● **Provided data**:
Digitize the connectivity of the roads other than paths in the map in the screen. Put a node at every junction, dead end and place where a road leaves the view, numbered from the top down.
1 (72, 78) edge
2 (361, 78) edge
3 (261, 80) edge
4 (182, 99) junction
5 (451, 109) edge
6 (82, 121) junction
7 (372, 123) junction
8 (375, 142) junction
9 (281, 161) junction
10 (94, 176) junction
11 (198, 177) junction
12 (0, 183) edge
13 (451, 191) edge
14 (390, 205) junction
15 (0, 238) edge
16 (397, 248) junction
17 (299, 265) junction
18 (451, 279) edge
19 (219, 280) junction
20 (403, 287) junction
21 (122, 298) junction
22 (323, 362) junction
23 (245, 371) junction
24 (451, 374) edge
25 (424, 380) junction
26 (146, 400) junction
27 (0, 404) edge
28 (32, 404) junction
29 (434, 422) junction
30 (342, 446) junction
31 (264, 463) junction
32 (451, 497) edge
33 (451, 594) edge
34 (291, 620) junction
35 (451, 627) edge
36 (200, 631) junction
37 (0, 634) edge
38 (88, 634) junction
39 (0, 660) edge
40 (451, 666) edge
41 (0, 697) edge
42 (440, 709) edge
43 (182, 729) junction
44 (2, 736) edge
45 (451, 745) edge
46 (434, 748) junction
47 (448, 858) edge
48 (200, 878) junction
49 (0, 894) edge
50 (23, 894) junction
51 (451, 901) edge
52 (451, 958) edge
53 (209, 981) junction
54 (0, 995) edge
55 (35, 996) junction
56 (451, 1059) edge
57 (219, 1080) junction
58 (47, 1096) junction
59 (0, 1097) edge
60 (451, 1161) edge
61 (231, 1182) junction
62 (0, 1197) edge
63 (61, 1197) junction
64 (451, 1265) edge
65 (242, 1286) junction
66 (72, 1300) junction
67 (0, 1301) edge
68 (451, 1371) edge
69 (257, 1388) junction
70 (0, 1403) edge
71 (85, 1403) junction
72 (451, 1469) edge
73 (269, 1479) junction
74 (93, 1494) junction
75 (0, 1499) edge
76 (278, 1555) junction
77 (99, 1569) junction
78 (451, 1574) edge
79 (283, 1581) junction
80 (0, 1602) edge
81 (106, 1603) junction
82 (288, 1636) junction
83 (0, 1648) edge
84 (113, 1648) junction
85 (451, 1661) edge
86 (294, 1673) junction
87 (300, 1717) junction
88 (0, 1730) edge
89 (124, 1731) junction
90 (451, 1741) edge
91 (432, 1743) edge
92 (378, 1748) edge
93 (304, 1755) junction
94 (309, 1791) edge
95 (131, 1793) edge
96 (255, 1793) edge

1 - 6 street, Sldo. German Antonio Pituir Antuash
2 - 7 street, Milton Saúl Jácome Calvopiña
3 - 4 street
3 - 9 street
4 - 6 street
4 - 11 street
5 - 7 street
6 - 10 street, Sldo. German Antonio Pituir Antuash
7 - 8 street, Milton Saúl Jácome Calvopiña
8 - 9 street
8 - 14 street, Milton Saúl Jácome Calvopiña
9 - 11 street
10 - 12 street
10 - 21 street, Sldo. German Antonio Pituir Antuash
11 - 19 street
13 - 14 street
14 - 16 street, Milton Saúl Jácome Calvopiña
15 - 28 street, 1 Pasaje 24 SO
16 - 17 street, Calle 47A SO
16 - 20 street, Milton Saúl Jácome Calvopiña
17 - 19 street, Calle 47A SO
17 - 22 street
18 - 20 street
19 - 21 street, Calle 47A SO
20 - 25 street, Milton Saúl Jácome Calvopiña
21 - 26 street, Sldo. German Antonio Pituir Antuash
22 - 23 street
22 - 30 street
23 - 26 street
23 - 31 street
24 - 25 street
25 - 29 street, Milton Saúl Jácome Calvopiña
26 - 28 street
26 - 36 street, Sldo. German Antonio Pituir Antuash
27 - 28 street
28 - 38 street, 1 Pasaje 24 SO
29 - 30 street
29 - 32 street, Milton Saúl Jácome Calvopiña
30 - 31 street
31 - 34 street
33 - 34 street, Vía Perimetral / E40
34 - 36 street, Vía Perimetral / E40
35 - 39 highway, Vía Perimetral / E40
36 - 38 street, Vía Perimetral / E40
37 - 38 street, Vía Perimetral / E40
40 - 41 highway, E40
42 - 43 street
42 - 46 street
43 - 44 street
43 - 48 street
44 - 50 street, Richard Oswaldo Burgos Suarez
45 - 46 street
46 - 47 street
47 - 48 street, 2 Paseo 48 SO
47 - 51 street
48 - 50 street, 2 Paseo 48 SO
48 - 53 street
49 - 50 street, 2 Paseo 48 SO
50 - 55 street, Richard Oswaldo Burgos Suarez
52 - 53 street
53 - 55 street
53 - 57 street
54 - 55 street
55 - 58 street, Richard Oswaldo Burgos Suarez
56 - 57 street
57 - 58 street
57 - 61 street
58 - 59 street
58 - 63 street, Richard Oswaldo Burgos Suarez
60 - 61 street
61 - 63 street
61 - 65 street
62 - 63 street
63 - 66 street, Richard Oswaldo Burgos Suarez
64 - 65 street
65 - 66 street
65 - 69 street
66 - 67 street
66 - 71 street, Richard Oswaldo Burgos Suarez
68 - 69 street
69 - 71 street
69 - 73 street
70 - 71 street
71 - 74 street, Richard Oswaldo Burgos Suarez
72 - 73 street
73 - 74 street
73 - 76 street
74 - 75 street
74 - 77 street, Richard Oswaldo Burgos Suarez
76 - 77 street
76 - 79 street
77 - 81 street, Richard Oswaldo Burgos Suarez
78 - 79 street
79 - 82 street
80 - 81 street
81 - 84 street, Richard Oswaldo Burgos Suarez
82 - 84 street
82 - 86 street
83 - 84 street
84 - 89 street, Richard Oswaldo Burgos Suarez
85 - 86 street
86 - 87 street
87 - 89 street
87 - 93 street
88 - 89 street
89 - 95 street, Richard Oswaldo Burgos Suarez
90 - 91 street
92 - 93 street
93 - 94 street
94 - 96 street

● **Assignment**: Your reply should consist of the records, duplicated exactly.

● **Response**:
Digitize the connectivity of the roads other than paths in the map in the screen. Put a node at every junction, dead end and place where a road leaves the view, numbered from the top down.
1 (72, 78) edge
2 (361, 78) edge
3 (261, 80) edge
4 (182, 99) junction
5 (451, 109) edge
6 (82, 121) junction
7 (372, 123) junction
8 (375, 142) junction
9 (281, 161) junction
10 (94, 176) junction
11 (198, 177) junction
12 (0, 183) edge
13 (451, 191) edge
14 (390, 205) junction
15 (0, 238) edge
16 (397, 248) junction
17 (299, 265) junction
18 (451, 279) edge
19 (219, 280) junction
20 (403, 287) junction
21 (122, 298) junction
22 (323, 362) junction
23 (245, 371) junction
24 (451, 374) edge
25 (424, 380) junction
26 (146, 400) junction
27 (0, 404) edge
28 (32, 404) junction
29 (434, 422) junction
30 (342, 446) junction
31 (264, 463) junction
32 (451, 497) edge
33 (451, 594) edge
34 (291, 620) junction
35 (451, 627) edge
36 (200, 631) junction
37 (0, 634) edge
38 (88, 634) junction
39 (0, 660) edge
40 (451, 666) edge
41 (0, 697) edge
42 (440, 709) edge
43 (182, 729) junction
44 (2, 736) edge
45 (451, 745) edge
46 (434, 748) junction
47 (448, 858) edge
48 (200, 878) junction
49 (0, 894) edge
50 (23, 894) junction
51 (451, 901) edge
52 (451, 958) edge
53 (209, 981) junction
54 (0, 995) edge
55 (35, 996) junction
56 (451, 1059) edge
57 (219, 1080) junction
58 (47, 1096) junction
59 (0, 1097) edge
60 (451, 1161) edge
61 (231, 1182) junction
62 (0, 1197) edge
63 (61, 1197) junction
64 (451, 1265) edge
65 (242, 1286) junction
66 (72, 1300) junction
67 (0, 1301) edge
68 (451, 1371) edge
69 (257, 1388) junction
70 (0, 1403) edge
71 (85, 1403) junction
72 (451, 1469) edge
73 (269, 1479) junction
74 (93, 1494) junction
75 (0, 1499) edge
76 (278, 1555) junction
77 (99, 1569) junction
78 (451, 1574) edge
79 (283, 1581) junction
80 (0, 1602) edge
81 (106, 1603) junction
82 (288, 1636) junction
83 (0, 1648) edge
84 (113, 1648) junction
85 (451, 1661) edge
86 (294, 1673) junction
87 (300, 1717) junction
88 (0, 1730) edge
89 (124, 1731) junction
90 (451, 1741) edge
91 (432, 1743) edge
92 (378, 1748) edge
93 (304, 1755) junction
94 (309, 1791) edge
95 (131, 1793) edge
96 (255, 1793) edge

1 - 6 street, Sldo. German Antonio Pituir Antuash
2 - 7 street, Milton Saúl Jácome Calvopiña
3 - 4 street
3 - 9 street
4 - 6 street
4 - 11 street
5 - 7 street
6 - 10 street, Sldo. German Antonio Pituir Antuash
7 - 8 street, Milton Saúl Jácome Calvopiña
8 - 9 street
8 - 14 street, Milton Saúl Jácome Calvopiña
9 - 11 street
10 - 12 street
10 - 21 street, Sldo. German Antonio Pituir Antuash
11 - 19 street
13 - 14 street
14 - 16 street, Milton Saúl Jácome Calvopiña
15 - 28 street, 1 Pasaje 24 SO
16 - 17 street, Calle 47A SO
16 - 20 street, Milton Saúl Jácome Calvopiña
17 - 19 street, Calle 47A SO
17 - 22 street
18 - 20 street
19 - 21 street, Calle 47A SO
20 - 25 street, Milton Saúl Jácome Calvopiña
21 - 26 street, Sldo. German Antonio Pituir Antuash
22 - 23 street
22 - 30 street
23 - 26 street
23 - 31 street
24 - 25 street
25 - 29 street, Milton Saúl Jácome Calvopiña
26 - 28 street
26 - 36 street, Sldo. German Antonio Pituir Antuash
27 - 28 street
28 - 38 street, 1 Pasaje 24 SO
29 - 30 street
29 - 32 street, Milton Saúl Jácome Calvopiña
30 - 31 street
31 - 34 street
33 - 34 street, Vía Perimetral / E40
34 - 36 street, Vía Perimetral / E40
35 - 39 highway, Vía Perimetral / E40
36 - 38 street, Vía Perimetral / E40
37 - 38 street, Vía Perimetral / E40
40 - 41 highway, E40
42 - 43 street
42 - 46 street
43 - 44 street
43 - 48 street
44 - 50 street, Richard Oswaldo Burgos Suarez
45 - 46 street
46 - 47 street
47 - 48 street, 2 Paseo 48 SO
47 - 51 street
48 - 50 street, 2 Paseo 48 SO
48 - 53 street
49 - 50 street, 2 Paseo 48 SO
50 - 55 street, Richard Oswaldo Burgos Suarez
52 - 53 street
53 - 55 street
53 - 57 street
54 - 55 street
55 - 58 street, Richard Oswaldo Burgos Suarez
56 - 57 street
57 - 58 street
57 - 61 street
58 - 59 street
58 - 63 street, Richard Oswaldo Burgos Suarez
60 - 61 street
61 - 63 street
61 - 65 street
62 - 63 street
63 - 66 street, Richard Oswaldo Burgos Suarez
64 - 65 street
65 - 66 street
65 - 69 street
66 - 67 street
66 - 71 street, Richard Oswaldo Burgos Suarez
68 - 69 street
69 - 71 street
69 - 73 street
70 - 71 street
71 - 74 street, Richard Oswaldo Burgos Suarez
72 - 73 street
73 - 74 street
73 - 76 street
74 - 75 street
74 - 77 street, Richard Oswaldo Burgos Suarez
76 - 77 street
76 - 79 street
77 - 81 street, Richard Oswaldo Burgos Suarez
78 - 79 street
79 - 82 street
80 - 81 street
81 - 84 street, Richard Oswaldo Burgos Suarez
82 - 84 street
82 - 86 street
83 - 84 street
84 - 89 street, Richard Oswaldo Burgos Suarez
85 - 86 street
86 - 87 street
87 - 89 street
87 - 93 street
88 - 89 street
89 - 95 street, Richard Oswaldo Burgos Suarez
90 - 91 street
92 - 93 street
93 - 94 street
94 - 96 street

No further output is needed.